Runtime error when attempting to use data distributed parallel
See original GitHub issueThank you for putting in the time to do this. I have a bunch of ideas for it.
I crudely ported your example training script to use the pytorch-lightning library and when I attempted to use data distributed ran into a crash, The problem may be down in the revtorch library, but I want to hand the script off to you so you can play with it while reporting it so you can take a look and decide where the issue is.
you can get the crash by supplying the --distributed flag to the script with any number of gpus
Epoch 1: 0%| | 0/1451 [00:00<?, ?batch/s]Traceback (most recent call last):
File "example/train_lightning.py", line 166, in <module>
main()
File "example/train_lightning.py", line 161, in main
trainer.fit(model)
File "/opt/conda/lib/python3.6/site-packages/pytorch_lightning/trainer/trainer.py", line 687, in fit
mp.spawn(self.ddp_train, nprocs=self.num_gpus, args=(model,))
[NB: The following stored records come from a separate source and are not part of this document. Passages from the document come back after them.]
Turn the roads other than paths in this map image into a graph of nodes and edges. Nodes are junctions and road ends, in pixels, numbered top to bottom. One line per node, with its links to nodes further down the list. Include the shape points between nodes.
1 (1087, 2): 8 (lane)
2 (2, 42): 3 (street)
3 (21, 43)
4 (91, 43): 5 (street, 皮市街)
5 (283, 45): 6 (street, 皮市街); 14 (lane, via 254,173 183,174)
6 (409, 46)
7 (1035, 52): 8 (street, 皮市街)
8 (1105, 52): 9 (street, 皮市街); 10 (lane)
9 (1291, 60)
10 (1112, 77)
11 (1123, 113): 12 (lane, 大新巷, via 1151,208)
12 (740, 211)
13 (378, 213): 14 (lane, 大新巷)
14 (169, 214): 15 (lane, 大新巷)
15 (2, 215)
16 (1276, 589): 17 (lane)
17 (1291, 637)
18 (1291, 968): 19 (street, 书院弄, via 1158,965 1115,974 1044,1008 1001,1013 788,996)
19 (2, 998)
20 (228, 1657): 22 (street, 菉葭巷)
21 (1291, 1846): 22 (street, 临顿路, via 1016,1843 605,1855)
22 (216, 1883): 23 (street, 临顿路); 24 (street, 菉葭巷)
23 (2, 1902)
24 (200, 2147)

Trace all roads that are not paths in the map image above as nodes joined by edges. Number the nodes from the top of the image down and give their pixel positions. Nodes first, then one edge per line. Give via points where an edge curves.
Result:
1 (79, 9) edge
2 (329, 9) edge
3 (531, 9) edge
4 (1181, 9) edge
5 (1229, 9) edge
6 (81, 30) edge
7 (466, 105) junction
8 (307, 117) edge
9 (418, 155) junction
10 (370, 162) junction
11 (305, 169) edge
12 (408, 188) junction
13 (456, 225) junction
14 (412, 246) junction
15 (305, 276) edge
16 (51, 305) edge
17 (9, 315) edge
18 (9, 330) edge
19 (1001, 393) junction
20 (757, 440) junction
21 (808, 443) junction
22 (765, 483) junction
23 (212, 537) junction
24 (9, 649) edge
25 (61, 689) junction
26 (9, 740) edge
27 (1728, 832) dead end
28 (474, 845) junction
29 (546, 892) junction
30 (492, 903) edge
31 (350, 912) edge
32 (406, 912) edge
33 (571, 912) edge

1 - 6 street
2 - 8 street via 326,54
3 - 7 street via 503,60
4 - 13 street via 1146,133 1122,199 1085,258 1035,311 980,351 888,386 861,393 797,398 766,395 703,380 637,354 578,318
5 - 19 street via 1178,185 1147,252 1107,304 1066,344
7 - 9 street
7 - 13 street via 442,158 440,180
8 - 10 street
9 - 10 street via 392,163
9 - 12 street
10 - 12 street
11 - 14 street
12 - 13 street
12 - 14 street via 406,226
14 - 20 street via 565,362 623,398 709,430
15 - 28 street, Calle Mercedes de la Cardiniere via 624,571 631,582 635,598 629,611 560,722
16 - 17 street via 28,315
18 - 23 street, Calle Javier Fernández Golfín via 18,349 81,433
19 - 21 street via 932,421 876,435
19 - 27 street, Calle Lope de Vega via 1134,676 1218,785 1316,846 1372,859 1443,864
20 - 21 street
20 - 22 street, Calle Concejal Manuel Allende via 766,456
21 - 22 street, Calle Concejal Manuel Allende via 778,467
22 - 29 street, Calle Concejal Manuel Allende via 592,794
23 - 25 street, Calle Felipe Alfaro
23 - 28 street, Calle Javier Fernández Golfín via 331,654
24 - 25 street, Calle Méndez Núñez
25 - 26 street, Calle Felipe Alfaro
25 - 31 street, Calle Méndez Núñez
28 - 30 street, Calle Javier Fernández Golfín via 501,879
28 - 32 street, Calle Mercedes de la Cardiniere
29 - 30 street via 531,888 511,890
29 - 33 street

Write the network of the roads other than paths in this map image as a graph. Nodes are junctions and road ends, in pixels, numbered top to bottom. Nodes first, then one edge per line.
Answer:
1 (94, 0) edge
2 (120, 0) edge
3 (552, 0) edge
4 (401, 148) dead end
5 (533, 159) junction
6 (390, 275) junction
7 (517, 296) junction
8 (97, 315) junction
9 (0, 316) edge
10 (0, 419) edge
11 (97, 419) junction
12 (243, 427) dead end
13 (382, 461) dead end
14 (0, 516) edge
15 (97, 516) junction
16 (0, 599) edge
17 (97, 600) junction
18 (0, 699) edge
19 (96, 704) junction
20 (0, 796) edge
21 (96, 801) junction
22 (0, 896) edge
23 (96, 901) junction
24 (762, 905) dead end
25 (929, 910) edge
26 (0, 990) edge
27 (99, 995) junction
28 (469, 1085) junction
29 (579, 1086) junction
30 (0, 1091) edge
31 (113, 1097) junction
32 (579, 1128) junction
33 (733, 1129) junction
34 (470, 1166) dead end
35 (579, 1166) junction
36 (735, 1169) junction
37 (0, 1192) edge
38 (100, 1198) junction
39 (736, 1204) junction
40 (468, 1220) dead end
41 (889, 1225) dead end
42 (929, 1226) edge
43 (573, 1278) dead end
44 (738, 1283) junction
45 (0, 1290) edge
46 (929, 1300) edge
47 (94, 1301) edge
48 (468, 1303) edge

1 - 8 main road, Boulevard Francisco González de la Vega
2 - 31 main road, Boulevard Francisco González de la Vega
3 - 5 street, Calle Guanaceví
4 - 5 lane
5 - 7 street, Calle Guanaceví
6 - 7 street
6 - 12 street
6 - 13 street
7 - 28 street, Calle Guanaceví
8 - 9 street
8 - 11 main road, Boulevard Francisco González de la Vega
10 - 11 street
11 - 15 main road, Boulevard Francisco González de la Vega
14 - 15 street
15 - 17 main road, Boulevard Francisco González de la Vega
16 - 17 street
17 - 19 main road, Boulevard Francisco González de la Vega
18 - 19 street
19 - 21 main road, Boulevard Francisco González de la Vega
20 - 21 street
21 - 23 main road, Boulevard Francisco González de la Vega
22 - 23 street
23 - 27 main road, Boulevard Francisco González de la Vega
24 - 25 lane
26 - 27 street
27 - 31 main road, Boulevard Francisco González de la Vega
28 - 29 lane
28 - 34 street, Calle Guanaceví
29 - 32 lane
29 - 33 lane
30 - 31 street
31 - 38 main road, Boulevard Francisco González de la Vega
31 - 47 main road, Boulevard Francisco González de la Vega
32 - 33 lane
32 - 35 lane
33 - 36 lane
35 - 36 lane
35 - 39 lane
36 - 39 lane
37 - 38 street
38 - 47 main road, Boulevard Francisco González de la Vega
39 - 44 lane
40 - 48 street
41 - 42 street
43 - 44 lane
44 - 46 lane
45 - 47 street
File "/opt/conda/lib/python3.6/site-packages/torch/multiprocessing/spawn.py", line 171, in spawn
while not spawn_context.join():
File "/opt/conda/lib/python3.6/site-packages/torch/multiprocessing/spawn.py", line 118, in join
raise Exception(msg)
Exception:
-- Process 0 terminated with the following error:
Traceback (most recent call last):
File "/opt/conda/lib/python3.6/site-packages/torch/multiprocessing/spawn.py", line 19, in _wrap
fn(i, *args)
File "/opt/conda/lib/python3.6/site-packages/pytorch_lightning/trainer/distrib_data_parallel.py", line 331, in ddp_train
self.run_pretrain_routine(model)
File "/opt/conda/lib/python3.6/site-packages/pytorch_lightning/trainer/trainer.py", line 829, in run_pretrain_routine
self.train()
File "/opt/conda/lib/python3.6/site-packages/pytorch_lightning/trainer/training_loop.py", line 332, in train
self.run_training_epoch()
File "/opt/conda/lib/python3.6/site-packages/pytorch_lightning/trainer/training_loop.py", line 386, in run_training_epoch
output = self.run_training_batch(batch, batch_idx)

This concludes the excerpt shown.